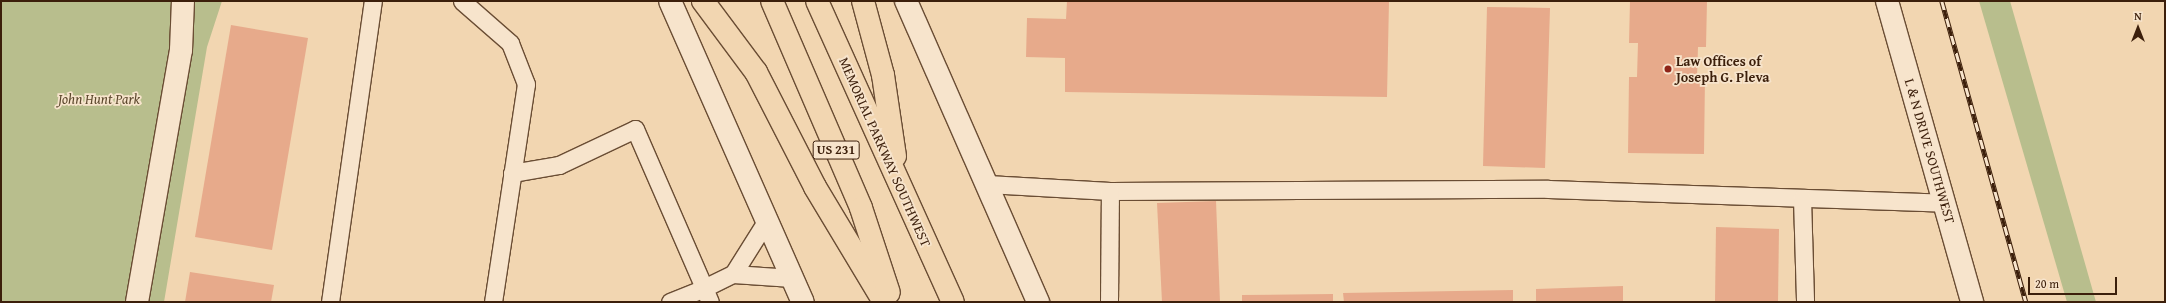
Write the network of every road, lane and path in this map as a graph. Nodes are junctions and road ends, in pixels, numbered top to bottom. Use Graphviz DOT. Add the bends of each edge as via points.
graph roads {
  1 [pos="183,1"];
  2 [pos="373,1"];
  3 [pos="462,1"];
  4 [pos="670,1"];
  5 [pos="703,1"];
  6 [pos="772,1"];
  7 [pos="817,1"];
  8 [pos="862,1"];
  9 [pos="906,1"];
  10 [pos="1888,1"];
  11 [pos="512,173"];
  12 [pos="899,183"];
  13 [pos="987,184"];
  14 [pos="1110,191"];
  15 [pos="1802,198"];
  16 [pos="1945,203"];
  17 [pos="767,220"];
  18 [pos="733,274"];
  19 [pos="792,278"];
  20 [pos="707,295"];
  21 [pos="137,302"];
  22 [pos="330,302"];
  23 [pos="493,302"];
  24 [pos="670,302"];
  25 [pos="803,302"];
  26 [pos="884,302"];
  27 [pos="892,302"];
  28 [pos="953,302"];
  29 [pos="1038,302"];
  30 [pos="1109,302"];
  31 [pos="1805,302"];
  32 [pos="1972,302"];
  1 -- 21 [label="main road" via="181,50"];
  2 -- 22 [label="lane"];
  3 -- 11 [label="lane" via="510,43 526,84"];
  4 -- 17 [label="main road"];
  5 -- 26 [label="highway" via="756,72 815,187"];
  6 -- 27 [label="highway, US 231" via="861,208"];
  7 -- 12 [label="highway, MEMORIAL PARKWAY SOUTHWEST / US 231"];
  8 -- 12 [label="highway" via="883,75"];
  9 -- 13 [label="main road"];
  10 -- 16 [label="main road, L & N DRIVE SOUTHWEST"];
  11 -- 20 [label="lane" via="559,165 635,129"];
  11 -- 23 [label="lane"];
  12 -- 28 [label="highway, MEMORIAL PARKWAY SOUTHWEST / US 231"];
  13 -- 14 [label="lane"];
  13 -- 29 [label="main road"];
  14 -- 15 [label="lane" via="1548,189"];
  14 -- 30 [label="lane"];
  15 -- 16 [label="lane"];
  15 -- 31 [label="lane"];
  16 -- 32 [label="main road, L & N DRIVE SOUTHWEST"];
  17 -- 18 [label="lane"];
  17 -- 19 [label="main road"];
  18 -- 19 [label="lane"];
  18 -- 20 [label="lane"];
  19 -- 25 [label="main road"];
  20 -- 24 [label="lane"];
}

• _INSTRUCTIONS FOR THE TASK_: The answer is the full listing above, repeated exactly, with its pictures removed.

• _SOLUTION FOR THIS TASK_:
Write the network of every road, lane and path in this map as a graph. Nodes are junctions and road ends, in pixels, numbered top to bottom. Use Graphviz DOT. Add the bends of each edge as via points.
graph roads {
  1 [pos="183,1"];
  2 [pos="373,1"];
  3 [pos="462,1"];
  4 [pos="670,1"];
  5 [pos="703,1"];
  6 [pos="772,1"];
  7 [pos="817,1"];
  8 [pos="862,1"];
  9 [pos="906,1"];
  10 [pos="1888,1"];
  11 [pos="512,173"];
  12 [pos="899,183"];
  13 [pos="987,184"];
  14 [pos="1110,191"];
  15 [pos="1802,198"];
  16 [pos="1945,203"];
  17 [pos="767,220"];
  18 [pos="733,274"];
  19 [pos="792,278"];
  20 [pos="707,295"];
  21 [pos="137,302"];
  22 [pos="330,302"];
  23 [pos="493,302"];
  24 [pos="670,302"];
  25 [pos="803,302"];
  26 [pos="884,302"];
  27 [pos="892,302"];
  28 [pos="953,302"];
  29 [pos="1038,302"];
  30 [pos="1109,302"];
  31 [pos="1805,302"];
  32 [pos="1972,302"];
  1 -- 21 [label="main road" via="181,50"];
  2 -- 22 [label="lane"];
  3 -- 11 [label="lane" via="510,43 526,84"];
  4 -- 17 [label="main road"];
  5 -- 26 [label="highway" via="756,72 815,187"];
  6 -- 27 [label="highway, US 231" via="861,208"];
  7 -- 12 [label="highway, MEMORIAL PARKWAY SOUTHWEST / US 231"];
  8 -- 12 [label="highway" via="883,75"];
  9 -- 13 [label="main road"];
  10 -- 16 [label="main road, L & N DRIVE SOUTHWEST"];
  11 -- 20 [label="lane" via="559,165 635,129"];
  11 -- 23 [label="lane"];
  12 -- 28 [label="highway, MEMORIAL PARKWAY SOUTHWEST / US 231"];
  13 -- 14 [label="lane"];
  13 -- 29 [label="main road"];
  14 -- 15 [label="lane" via="1548,189"];
  14 -- 30 [label="lane"];
  15 -- 16 [label="lane"];
  15 -- 31 [label="lane"];
  16 -- 32 [label="main road, L & N DRIVE SOUTHWEST"];
  17 -- 18 [label="lane"];
  17 -- 19 [label="main road"];
  18 -- 19 [label="lane"];
  18 -- 20 [label="lane"];
  19 -- 25 [label="main road"];
  20 -- 24 [label="lane"];
}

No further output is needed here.